"""
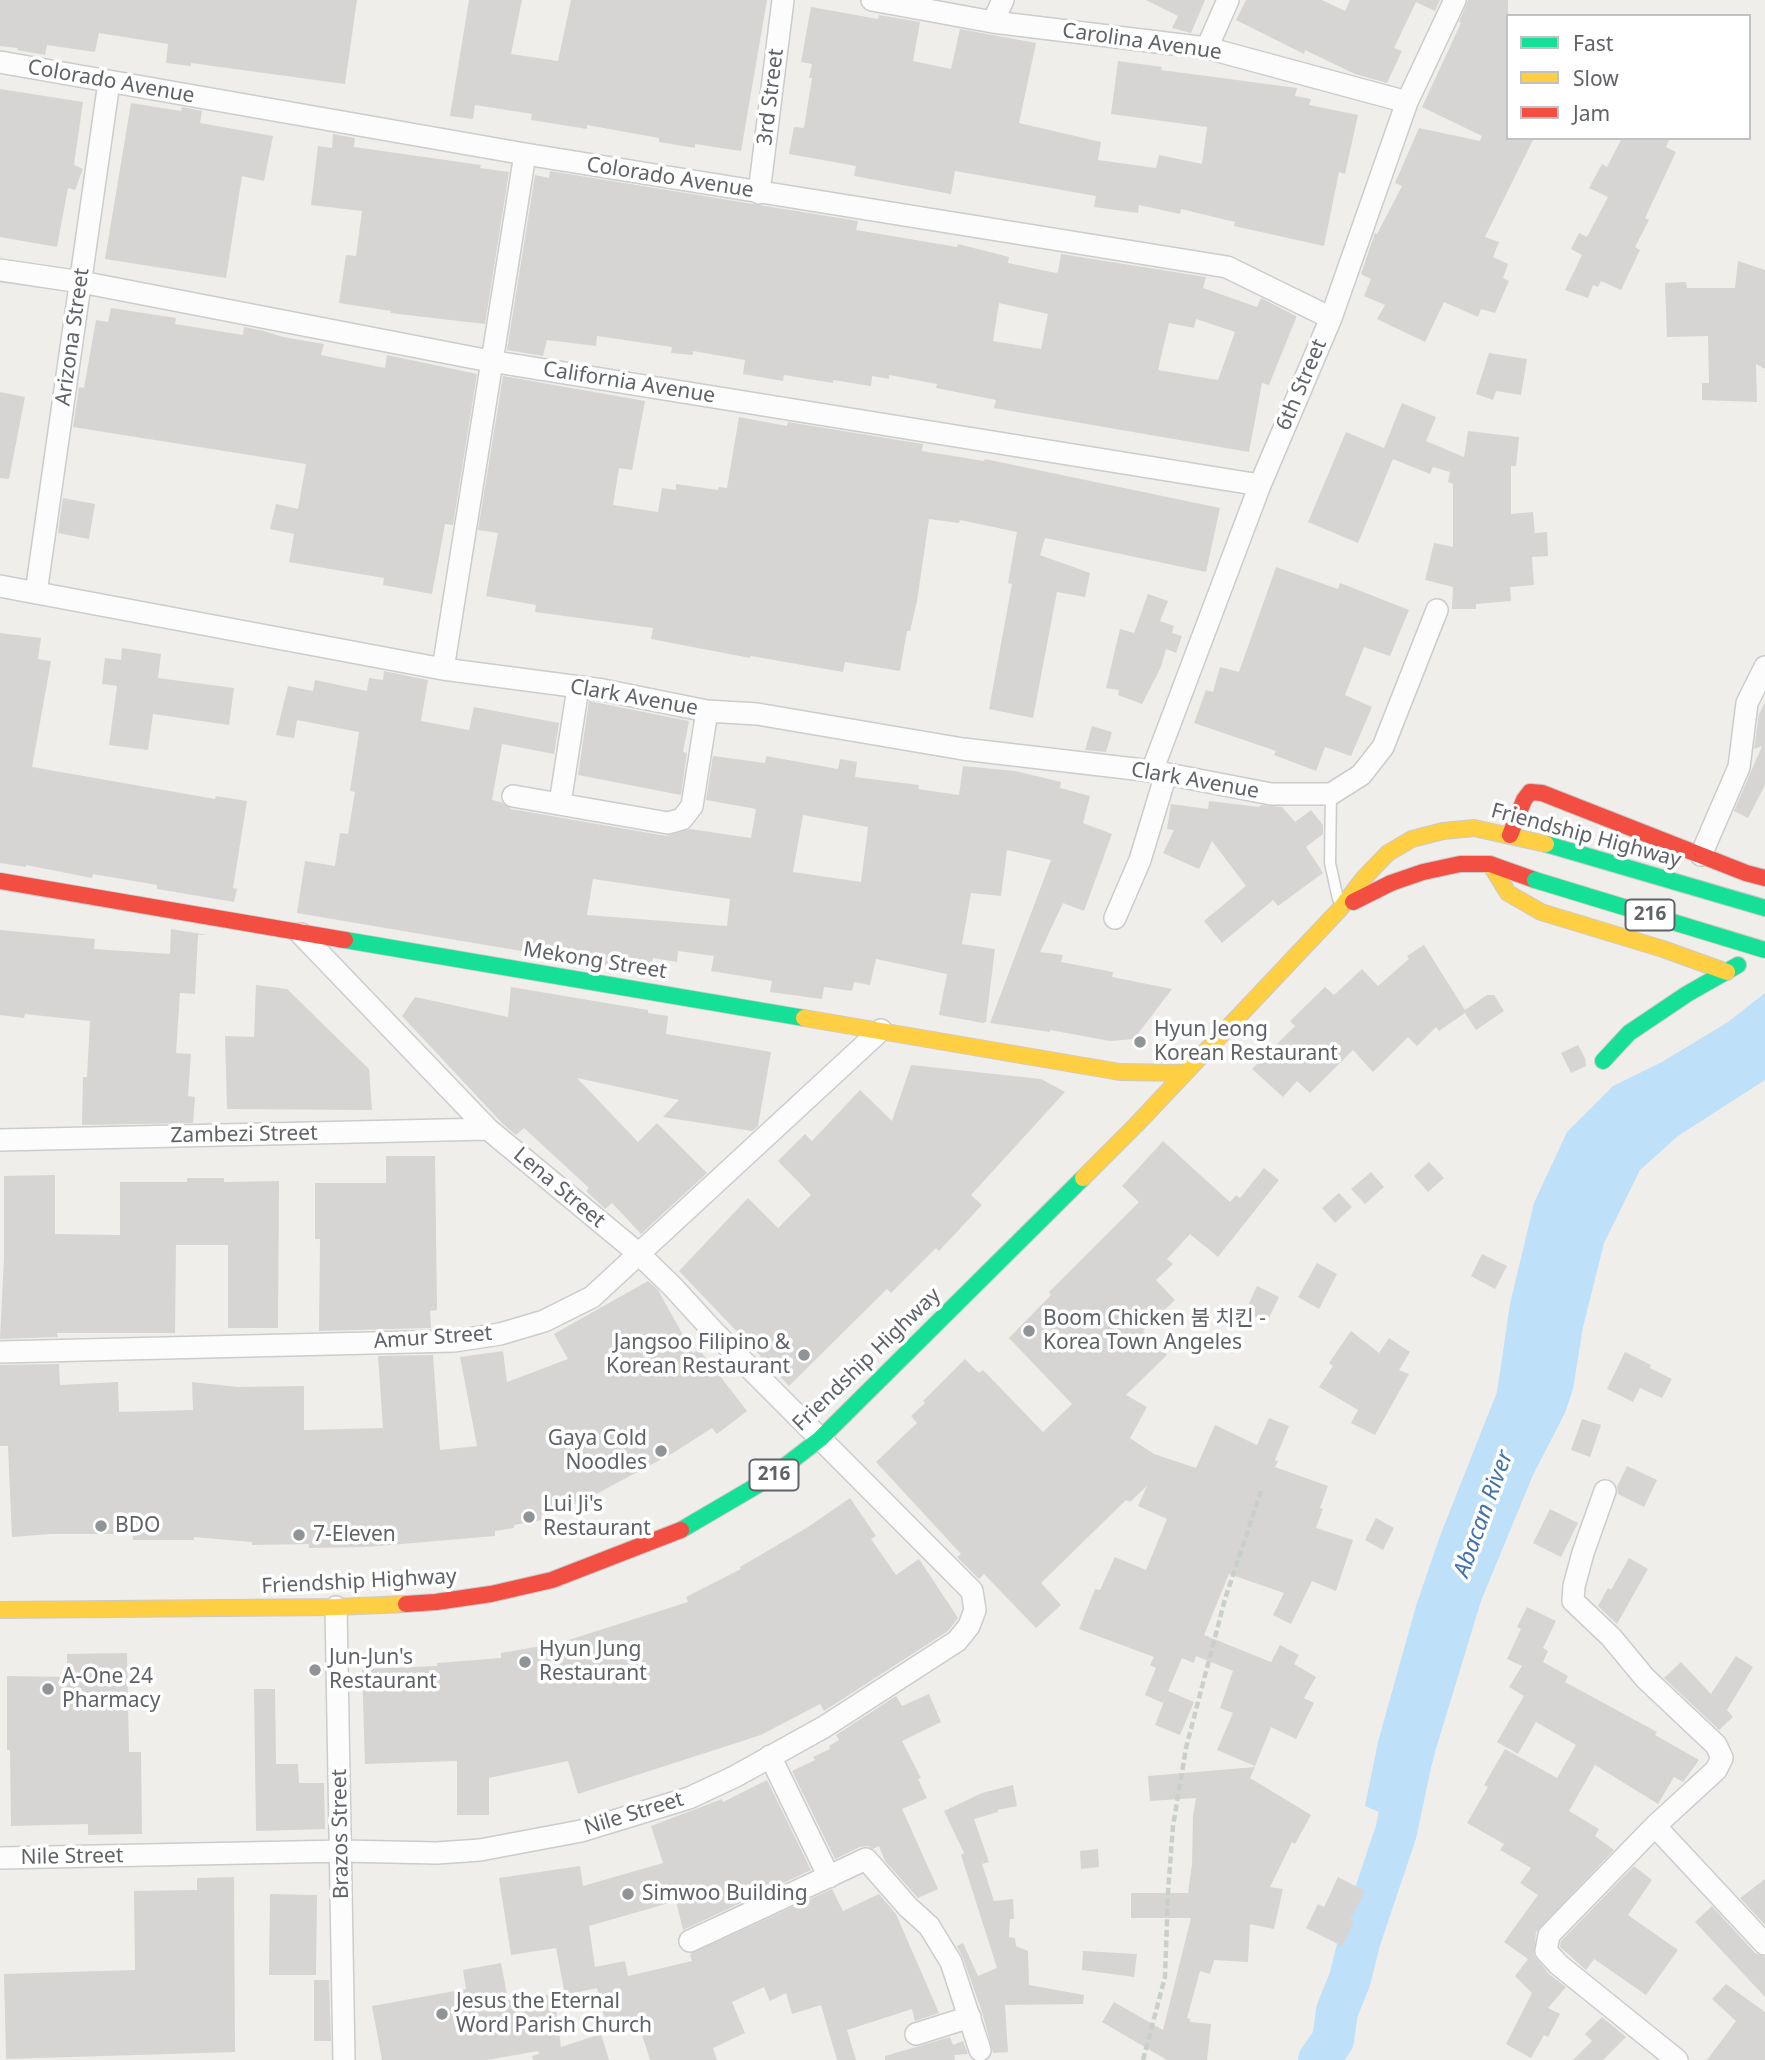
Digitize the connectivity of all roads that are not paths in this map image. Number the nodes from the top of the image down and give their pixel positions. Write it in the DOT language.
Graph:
graph roads {
  1 [pos="783,0"];
  2 [pos="872,0"];
  3 [pos="1003,0"];
  4 [pos="1228,0"];
  5 [pos="1455,0"];
  6 [pos="993,22"];
  7 [pos="1207,48"];
  8 [pos="0,62"];
  9 [pos="109,82"];
  10 [pos="1407,102"];
  11 [pos="525,154"];
  12 [pos="759,193"];
  13 [pos="0,270"];
  14 [pos="81,282"];
  15 [pos="1331,318"];
  16 [pos="490,361"];
  17 [pos="1260,485"];
  18 [pos="0,586"];
  19 [pos="36,593"];
  20 [pos="1437,610"];
  21 [pos="1765,667"];
  22 [pos="443,669"];
  23 [pos="578,688"];
  24 [pos="707,711"];
  25 [pos="1159,773"];
  26 [pos="1331,794"];
  27 [pos="513,796"];
  28 [pos="560,803"];
  29 [pos="1510,835"];
  30 [pos="1701,855"];
  31 [pos="1490,864"];
  32 [pos="1765,878"];
  33 [pos="0,881"];
  34 [pos="1765,908"];
  35 [pos="1340,909"];
  36 [pos="1115,918"];
  37 [pos="301,934"];
  38 [pos="1765,949"];
  39 [pos="1727,972"];
  40 [pos="880,1030"];
  41 [pos="1602,1061"];
  42 [pos="1185,1073"];
  43 [pos="488,1129"];
  44 [pos="0,1140"];
  45 [pos="639,1254"];
  46 [pos="0,1352"];
  47 [pos="820,1439"];
  48 [pos="1605,1491"];
  49 [pos="336,1607"];
  50 [pos="0,1610"];
  51 [pos="770,1756"];
  52 [pos="1655,1826"];
  53 [pos="342,1851"];
  54 [pos="0,1858"];
  55 [pos="829,1877"];
  56 [pos="690,1941"];
  57 [pos="1765,1944"];
  58 [pos="970,2017"];
  59 [pos="916,2034"];
  60 [pos="979,2050"];
  61 [pos="344,2060"];
  62 [pos="1677,2060"];
  1 -- 12 [label="street, 3rd Street"];
  2 -- 6 [label="street, Carolina Avenue"];
  3 -- 6 [label="street"];
  4 -- 7 [label="street"];
  5 -- 10 [label="street, 6th Street"];
  6 -- 7 [label="street, Carolina Avenue"];
  7 -- 10 [label="street, Carolina Avenue"];
  8 -- 9 [label="street, Colorado Avenue"];
  9 -- 11 [label="street, Colorado Avenue"];
  9 -- 14 [label="street, Arizona Street"];
  10 -- 15 [label="street, 6th Street"];
  11 -- 12 [label="street, Colorado Avenue"];
  11 -- 16 [label="street"];
  12 -- 15 [label="street, Colorado Avenue"];
  13 -- 14 [label="street, California Avenue"];
  14 -- 16 [label="street, California Avenue"];
  14 -- 19 [label="street, Arizona Street"];
  15 -- 17 [label="street, 6th Street"];
  16 -- 17 [label="street, California Avenue"];
  16 -- 22 [label="street"];
  17 -- 25 [label="street, 6th Street"];
  18 -- 19 [label="street, Clark Avenue"];
  19 -- 22 [label="street, Clark Avenue"];
  20 -- 26 [label="street"];
  21 -- 30 [label="street"];
  22 -- 23 [label="street, Clark Avenue"];
  23 -- 24 [label="street, Clark Avenue"];
  23 -- 28 [label="street"];
  24 -- 25 [label="street, Clark Avenue"];
  24 -- 28 [label="street"];
  25 -- 26 [label="street, Clark Avenue"];
  25 -- 36 [label="street, 6th Street"];
  26 -- 35 [label="lane"];
  27 -- 28 [label="street"];
  29 -- 30 [label="main road"];
  29 -- 34 [label="main road, Friendship Highway / 216"];
  29 -- 35 [label="main road, Friendship Highway / 216"];
  30 -- 32 [label="main road"];
  31 -- 35 [label="main road, Friendship Highway / 216"];
  31 -- 38 [label="main road, Friendship Highway / 216, bridge"];
  31 -- 39 [label="main road"];
  33 -- 37 [label="main road, Mekong Street"];
  35 -- 42 [label="main road, Friendship Highway / 216"];
  37 -- 40 [label="main road, Mekong Street"];
  37 -- 43 [label="street, Lena Street"];
  38 -- 39 [label="main road"];
  39 -- 41 [label="main road"];
  40 -- 42 [label="main road, Mekong Street"];
  40 -- 45 [label="street, Amur Street"];
  42 -- 47 [label="main road, Friendship Highway / 216"];
  43 -- 44 [label="street, Zambezi Street"];
  43 -- 45 [label="street, Lena Street"];
  45 -- 46 [label="street, Amur Street"];
  45 -- 47 [label="street, Lena Street"];
  47 -- 49 [label="main road, Friendship Highway / 216"];
  47 -- 51 [label="street, Nile Street"];
  48 -- 52 [label="street"];
  49 -- 50 [label="main road, Friendship Highway / 216"];
  49 -- 53 [label="street, Brazos Street"];
  51 -- 53 [label="street, Nile Street"];
  51 -- 55 [label="street"];
  52 -- 57 [label="street"];
  52 -- 62 [label="street"];
  53 -- 54 [label="street, Nile Street"];
  53 -- 61 [label="street, Brazos Street"];
  55 -- 56 [label="street"];
  55 -- 58 [label="street"];
  58 -- 59 [label="street"];
  58 -- 60 [label="street"];
}
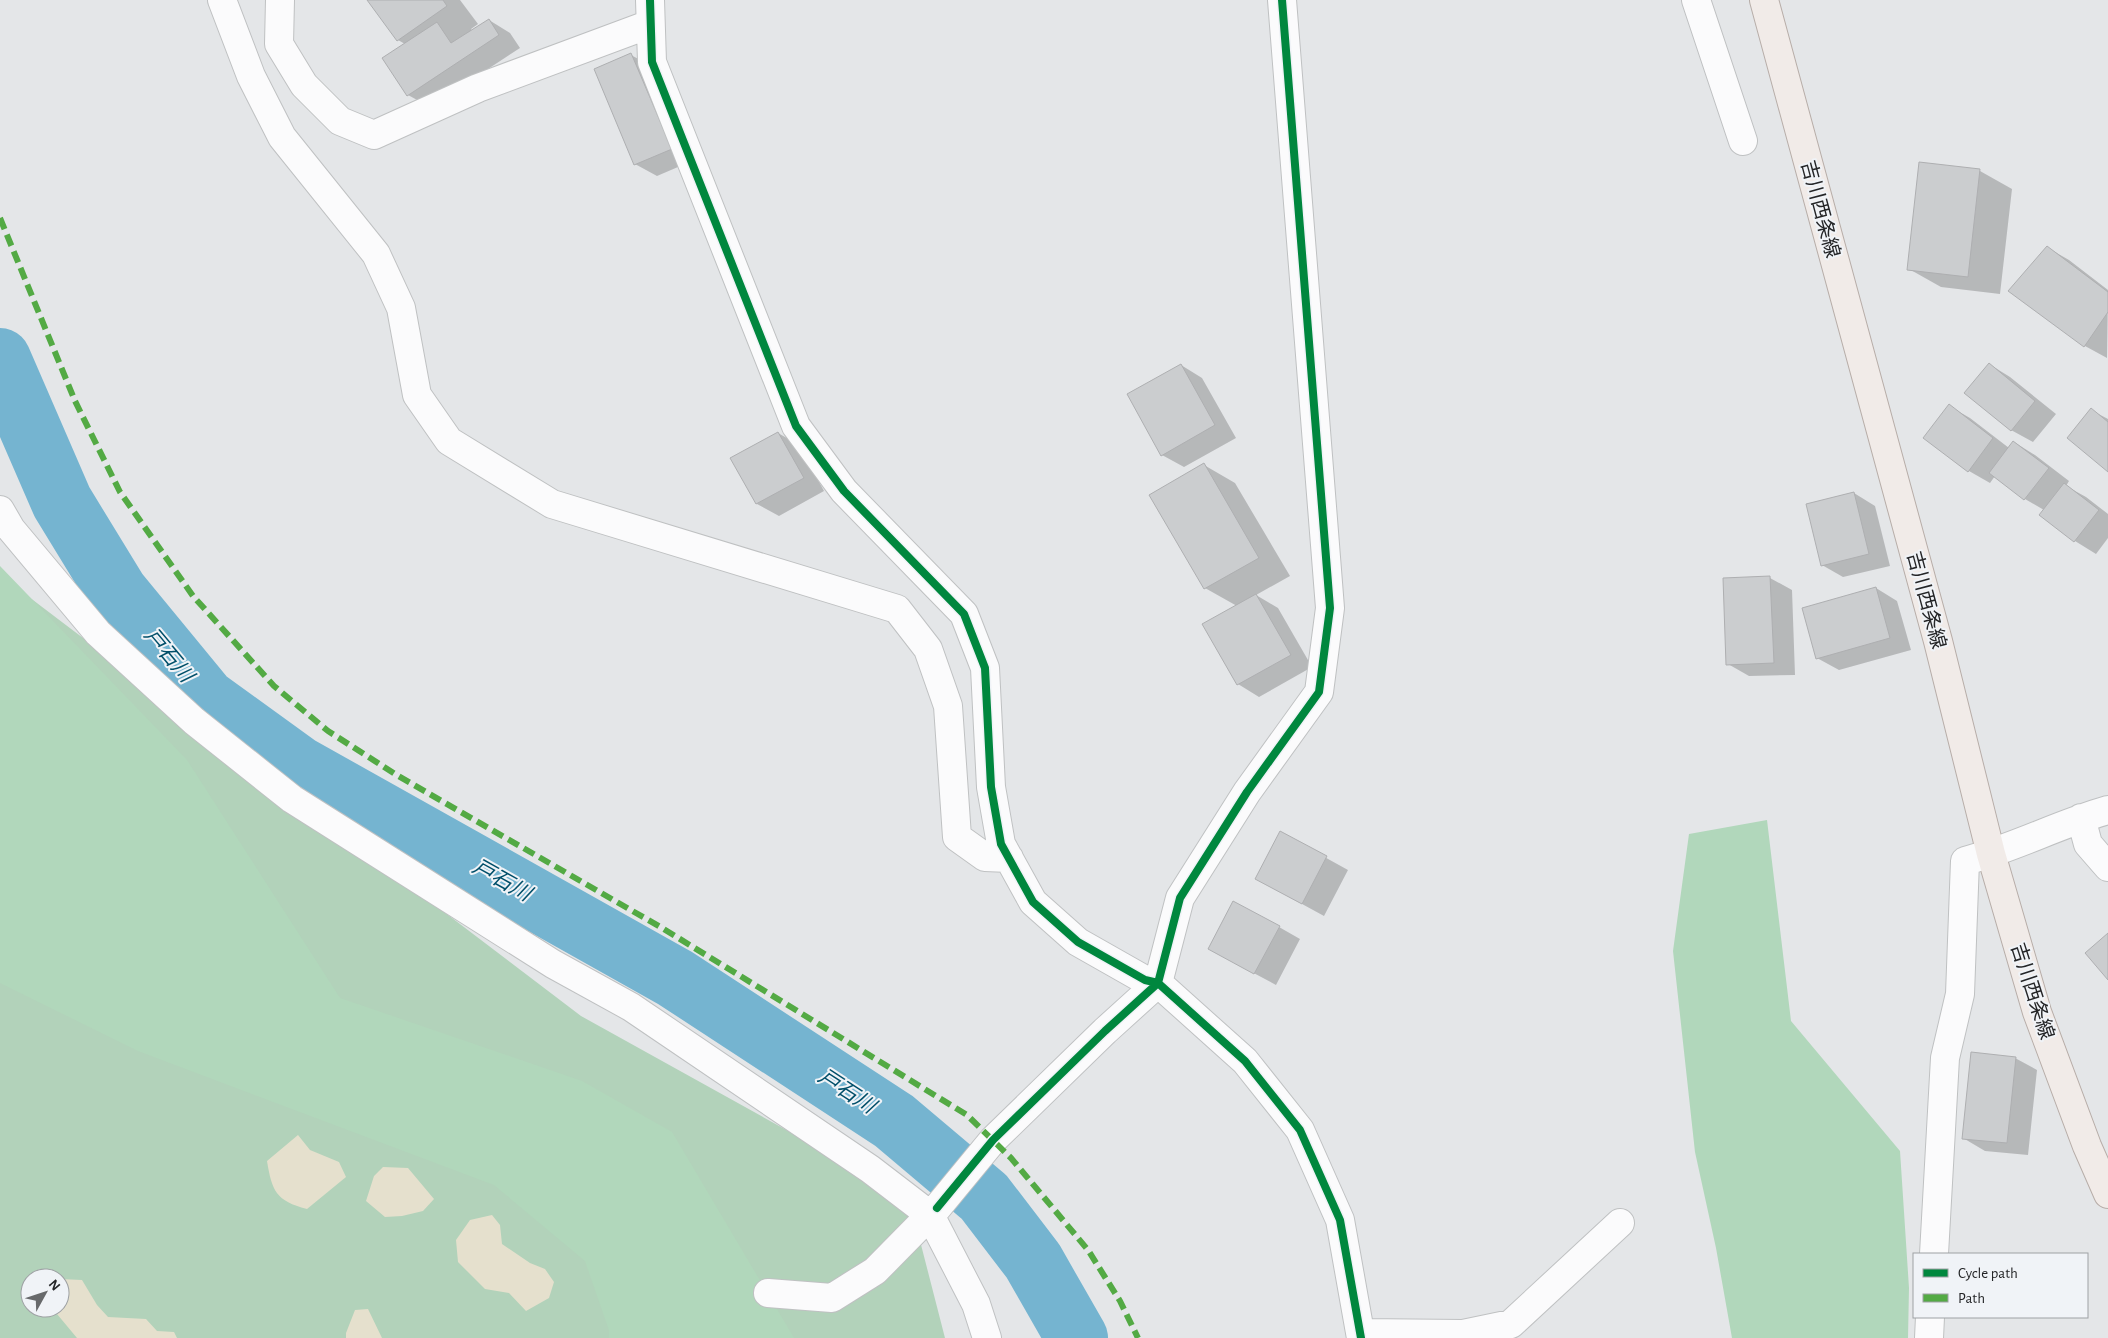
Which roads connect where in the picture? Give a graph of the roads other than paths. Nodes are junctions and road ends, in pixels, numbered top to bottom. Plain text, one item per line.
1 (222, 0) edge
2 (280, 0) edge
3 (1282, 0) edge
4 (1696, 0) edge
5 (1764, 0) edge
6 (650, 12) edge
7 (1743, 141) dead end
8 (0, 510) edge
9 (2108, 810) edge
10 (2082, 818) junction
11 (1991, 854) junction
12 (1009, 858) junction
13 (2108, 867) edge
14 (1158, 983) junction
15 (2108, 1194) edge
16 (933, 1212) junction
17 (1620, 1223) dead end
18 (1934, 1253) edge
19 (768, 1293) dead end
20 (1930, 1318) edge
21 (1361, 1335) edge
22 (987, 1338) edge
23 (1929, 1338) edge

1 - 12 street
2 - 6 street
3 - 14 street
4 - 7 street
5 - 11 main road, 吉川西条線
6 - 12 street
8 - 16 street
9 - 10 street
10 - 11 street
10 - 13 street
11 - 15 main road, 吉川西条線
11 - 18 street
12 - 14 street
14 - 16 street
14 - 21 street
16 - 19 street
16 - 22 street
17 - 21 street
20 - 23 street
"""
TASK ITEM: Pick every line from the listing holding the string "Lena", and copy it.

RESPONSE:
  37 -- 43 [label="street, Lena Street"];
  43 -- 45 [label="street, Lena Street"];
  45 -- 47 [label="street, Lena Street"];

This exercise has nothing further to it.